Wonder woman who paved the way for OKU drivers

In 1978, UM graduate Bathmavathi Krishnan needed a way to get to work. Tan Chong engineer Paul David built her a Datsun 120Y that she could drive with her hands.

With buses not yet equipped with wheelchair accessibility, Bathma had no choice but to find a way to drive.
PETALING JAYA:
After a tragic accident left her paralysed from the waist down, Bathmavathi Krishnan had to find alternative ways to complete everyday tasks, with driving being of particular importance.

She got a job at the Universiti Malaya library after graduating in 1978, but had to find another way to get to work as she had to move out of the residential college.
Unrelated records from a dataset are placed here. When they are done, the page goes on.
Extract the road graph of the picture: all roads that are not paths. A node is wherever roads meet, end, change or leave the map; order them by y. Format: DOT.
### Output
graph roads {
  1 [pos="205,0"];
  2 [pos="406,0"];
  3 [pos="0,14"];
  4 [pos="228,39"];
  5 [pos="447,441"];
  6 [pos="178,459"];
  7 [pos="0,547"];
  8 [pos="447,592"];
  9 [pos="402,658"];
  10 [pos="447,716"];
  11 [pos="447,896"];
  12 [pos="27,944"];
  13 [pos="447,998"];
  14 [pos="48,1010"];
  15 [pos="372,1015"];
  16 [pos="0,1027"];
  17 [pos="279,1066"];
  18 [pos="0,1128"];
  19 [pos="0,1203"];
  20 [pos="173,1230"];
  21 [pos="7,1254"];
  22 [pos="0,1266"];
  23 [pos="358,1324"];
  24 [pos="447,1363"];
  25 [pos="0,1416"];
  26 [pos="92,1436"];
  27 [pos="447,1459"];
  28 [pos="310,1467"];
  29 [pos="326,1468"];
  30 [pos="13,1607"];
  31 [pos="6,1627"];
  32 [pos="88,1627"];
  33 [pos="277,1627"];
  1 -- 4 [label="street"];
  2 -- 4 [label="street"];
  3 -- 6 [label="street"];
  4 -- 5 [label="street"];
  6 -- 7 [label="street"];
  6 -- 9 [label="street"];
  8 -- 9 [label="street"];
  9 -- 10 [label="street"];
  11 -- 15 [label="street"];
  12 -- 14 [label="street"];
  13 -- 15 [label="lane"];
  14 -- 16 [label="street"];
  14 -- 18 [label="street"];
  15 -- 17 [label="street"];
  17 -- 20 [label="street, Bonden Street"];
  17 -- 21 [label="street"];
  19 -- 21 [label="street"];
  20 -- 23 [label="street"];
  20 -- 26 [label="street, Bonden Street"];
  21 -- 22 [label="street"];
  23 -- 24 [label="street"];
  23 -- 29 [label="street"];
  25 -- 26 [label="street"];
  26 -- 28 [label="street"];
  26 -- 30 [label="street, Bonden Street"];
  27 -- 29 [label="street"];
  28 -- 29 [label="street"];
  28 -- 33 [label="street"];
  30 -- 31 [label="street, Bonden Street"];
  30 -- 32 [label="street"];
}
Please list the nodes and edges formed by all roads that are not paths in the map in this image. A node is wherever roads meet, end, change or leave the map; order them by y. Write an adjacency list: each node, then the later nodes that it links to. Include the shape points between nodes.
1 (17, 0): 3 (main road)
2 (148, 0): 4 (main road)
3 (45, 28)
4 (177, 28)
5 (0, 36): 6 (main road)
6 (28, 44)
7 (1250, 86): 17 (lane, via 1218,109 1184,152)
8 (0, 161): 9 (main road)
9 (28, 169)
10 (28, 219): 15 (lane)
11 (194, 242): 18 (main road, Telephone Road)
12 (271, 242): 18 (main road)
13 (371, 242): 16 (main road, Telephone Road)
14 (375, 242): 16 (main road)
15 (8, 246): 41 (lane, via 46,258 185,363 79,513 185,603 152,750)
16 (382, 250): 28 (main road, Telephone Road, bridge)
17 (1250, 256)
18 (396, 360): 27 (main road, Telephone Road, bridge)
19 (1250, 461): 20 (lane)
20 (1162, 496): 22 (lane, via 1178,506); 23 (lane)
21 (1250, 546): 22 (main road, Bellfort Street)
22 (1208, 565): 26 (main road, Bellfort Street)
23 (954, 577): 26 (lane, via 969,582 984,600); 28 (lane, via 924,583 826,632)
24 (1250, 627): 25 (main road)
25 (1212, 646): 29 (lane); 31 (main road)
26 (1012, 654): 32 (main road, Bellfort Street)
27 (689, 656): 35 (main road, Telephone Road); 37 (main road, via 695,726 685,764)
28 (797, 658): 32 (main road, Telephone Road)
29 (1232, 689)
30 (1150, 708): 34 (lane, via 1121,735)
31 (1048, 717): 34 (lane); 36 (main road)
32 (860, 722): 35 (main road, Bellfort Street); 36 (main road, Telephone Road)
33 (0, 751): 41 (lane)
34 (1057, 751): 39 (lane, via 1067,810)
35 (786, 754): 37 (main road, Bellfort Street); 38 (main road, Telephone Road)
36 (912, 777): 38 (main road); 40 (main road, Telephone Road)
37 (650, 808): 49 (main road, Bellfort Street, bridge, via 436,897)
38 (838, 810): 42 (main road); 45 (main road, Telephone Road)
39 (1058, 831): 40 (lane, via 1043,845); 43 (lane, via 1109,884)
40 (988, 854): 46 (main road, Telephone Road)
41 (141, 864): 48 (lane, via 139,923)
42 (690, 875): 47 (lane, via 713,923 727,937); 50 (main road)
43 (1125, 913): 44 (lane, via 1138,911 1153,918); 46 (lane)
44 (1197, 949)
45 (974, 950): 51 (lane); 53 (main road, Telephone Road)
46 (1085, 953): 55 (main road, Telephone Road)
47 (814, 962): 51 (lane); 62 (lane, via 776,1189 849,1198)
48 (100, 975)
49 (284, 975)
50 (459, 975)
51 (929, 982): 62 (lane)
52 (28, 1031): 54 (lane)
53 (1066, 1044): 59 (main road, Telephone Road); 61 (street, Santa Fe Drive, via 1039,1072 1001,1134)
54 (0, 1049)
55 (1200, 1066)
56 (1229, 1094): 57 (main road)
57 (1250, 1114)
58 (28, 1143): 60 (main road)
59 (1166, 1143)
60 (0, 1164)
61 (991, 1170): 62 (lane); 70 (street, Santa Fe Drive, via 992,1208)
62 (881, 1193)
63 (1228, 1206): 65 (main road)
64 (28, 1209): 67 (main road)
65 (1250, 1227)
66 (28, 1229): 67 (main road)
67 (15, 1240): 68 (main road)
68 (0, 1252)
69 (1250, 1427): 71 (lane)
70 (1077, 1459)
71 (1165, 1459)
“I went for the interview in my wheelchair, and they asked me how I was going to come to work,” she told FMT. “I had seen the movie Coming Home, where this guy was driving a car with hand controls. So I told them I was going to get a car, modify it and drive it to work.”

While such cars were a reality in America, there was nothing remotely close available for her at home, where buses were yet to be fitted with wheelchair accessibility.

Bathma wrote to a host of car companies hoping somebody could “MacGyver” something that would allow her to drive. Finally, an engineer named Paul David from Tan Chong Motors took up her cause, and developed a system allowing her to drive using levers she could operate with her hands.

Her humble Datsun 120Y became the first of its kind in the country. “Then I had to have it approved by the Road Transport Department. An engineer came and we drove around and he saw me using hand controls and the signals, how I manoeuvred roundabouts, emergency stops, all of that.

Her setup, almost unchanged since the late 1970s, allows her to operate the pedals with her right hand and steer with her left.

“The following week when I called him up, he said ‘when you drive with your hands, they’ll get tired and you’ll be a danger to the people on the road’. “I said ‘sir, you are a person with a very closed mind, in other parts of the world people are already driving these modified cars’.”

Annoyed but undeterred, she managed to get a meeting with the deputy transport minister then, Goh Cheng Teik, and explained her need to have the device approved.

“He took a look at it, and after a couple of weeks it was approved, but there was a clause that I could only drive in KL and PJ, and could only go up to 60km/h.”

She argued that the limits were inane: there was little difference between driving in KL and anywhere else in the country, or the world.

And while capping her speed was supposed to improve road safety, not allowing her to exceed 60km/h would make her a nuisance on the highway.

The restrictions were finally removed in 1983, but the lengthy wait opened her eyes to the challenges she would continue to face.

“The perception of people towards something which is new is something that is very difficult to change, especially among people who are in power. Sometimes you’ll see officers go overseas and say that so many things are happening there, but they don’t realise that the same thing can be implemented in our own country.”

To this day, she uses the same setup she did all those years ago. While newer versions have come out and reached Malaysia that allow easy swapping between vehicles, she’s never felt the need to change.

“It might be old fashioned, but I’m very comfortable with it.”

Bathma remained committed to the cause of the disabled, and became president of the Malaysian disabled women’s association. In November 2013, she was appointed a senator, representing disabled people, and went on to serve two three-year terms in the Dewan Negara.